Family members include carers and family members who the person with psychosis or schizophrenia lives with or is in close contact with. [Psychosis and schizophrenia in adults (NICE guideline CG178)]

Family intervention

Family intervention is a psychological therapy that should:

  • include the person with psychosis or schizophrenia if practical

  • be carried out for between 3 months and 1 year

  • include at least 10 planned sessions

  • take account of the whole family's preference for either single‑family intervention or multi‑family group intervention

  • take account of the relationship between the main carer and the person with psychosis or schizophrenia

  • have a specific supportive, educational or treatment function and include negotiated problem solving or crisis management work. [Psychosis and schizophrenia in adults (NICE guideline CG178) recommendation 1.3.7.2]
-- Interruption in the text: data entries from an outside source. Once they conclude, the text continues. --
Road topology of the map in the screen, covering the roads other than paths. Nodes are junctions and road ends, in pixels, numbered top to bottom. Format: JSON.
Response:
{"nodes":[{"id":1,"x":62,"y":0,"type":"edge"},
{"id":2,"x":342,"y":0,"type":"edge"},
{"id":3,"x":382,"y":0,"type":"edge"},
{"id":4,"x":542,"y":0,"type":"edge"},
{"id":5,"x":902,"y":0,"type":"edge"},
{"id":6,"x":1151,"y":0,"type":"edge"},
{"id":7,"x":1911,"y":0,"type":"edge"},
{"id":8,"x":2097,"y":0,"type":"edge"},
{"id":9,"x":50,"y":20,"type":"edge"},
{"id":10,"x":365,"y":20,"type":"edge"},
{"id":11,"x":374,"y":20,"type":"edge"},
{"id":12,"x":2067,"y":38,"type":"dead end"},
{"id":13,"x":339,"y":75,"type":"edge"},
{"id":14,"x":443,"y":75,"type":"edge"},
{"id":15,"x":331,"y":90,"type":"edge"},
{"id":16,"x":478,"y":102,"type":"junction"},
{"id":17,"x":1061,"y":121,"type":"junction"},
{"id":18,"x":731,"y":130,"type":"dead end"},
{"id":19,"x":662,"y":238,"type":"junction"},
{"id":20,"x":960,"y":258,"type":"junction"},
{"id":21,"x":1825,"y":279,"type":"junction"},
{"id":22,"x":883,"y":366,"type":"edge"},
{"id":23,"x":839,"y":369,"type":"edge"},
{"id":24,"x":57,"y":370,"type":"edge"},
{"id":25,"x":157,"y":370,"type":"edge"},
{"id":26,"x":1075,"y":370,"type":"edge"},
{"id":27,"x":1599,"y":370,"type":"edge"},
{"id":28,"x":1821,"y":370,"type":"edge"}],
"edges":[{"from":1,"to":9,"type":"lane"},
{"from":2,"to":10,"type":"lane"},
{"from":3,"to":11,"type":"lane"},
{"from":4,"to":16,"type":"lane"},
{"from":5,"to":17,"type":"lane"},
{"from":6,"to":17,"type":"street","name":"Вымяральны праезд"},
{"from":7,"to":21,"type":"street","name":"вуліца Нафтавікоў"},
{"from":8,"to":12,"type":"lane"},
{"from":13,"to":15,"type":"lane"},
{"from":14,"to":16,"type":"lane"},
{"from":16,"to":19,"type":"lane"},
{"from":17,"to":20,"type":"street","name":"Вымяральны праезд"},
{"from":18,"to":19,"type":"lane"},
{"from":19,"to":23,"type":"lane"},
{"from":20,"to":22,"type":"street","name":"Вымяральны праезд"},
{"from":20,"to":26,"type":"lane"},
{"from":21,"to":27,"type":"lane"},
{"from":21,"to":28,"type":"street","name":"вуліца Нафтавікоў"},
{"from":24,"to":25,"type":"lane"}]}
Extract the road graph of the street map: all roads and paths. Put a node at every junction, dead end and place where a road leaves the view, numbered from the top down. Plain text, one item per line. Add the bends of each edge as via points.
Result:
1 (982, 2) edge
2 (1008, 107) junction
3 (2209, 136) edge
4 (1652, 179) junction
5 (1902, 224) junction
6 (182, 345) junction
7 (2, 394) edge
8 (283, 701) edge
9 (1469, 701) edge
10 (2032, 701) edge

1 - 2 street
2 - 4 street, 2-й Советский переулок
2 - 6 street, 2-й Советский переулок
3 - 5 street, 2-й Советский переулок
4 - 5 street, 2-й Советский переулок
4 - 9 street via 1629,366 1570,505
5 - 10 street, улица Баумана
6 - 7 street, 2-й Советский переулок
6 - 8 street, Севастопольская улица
Equality and diversity considerations

For adults with psychosis or schizophrenia or members of their family who have a learning disability or cognitive impairment, methods of delivering treatment and treatment duration should be adjusted if necessary to take account of the disability or impairment, with consideration given to consulting a relevant specialist.

The workforce across agencies should, as far as possible, reflect the local community. Practitioners should have training to ensure that they have a good understanding of the culture of families they are working with. Interpreters should be provided if no practitioner is available who speaks a language in which the family members can communicate easily.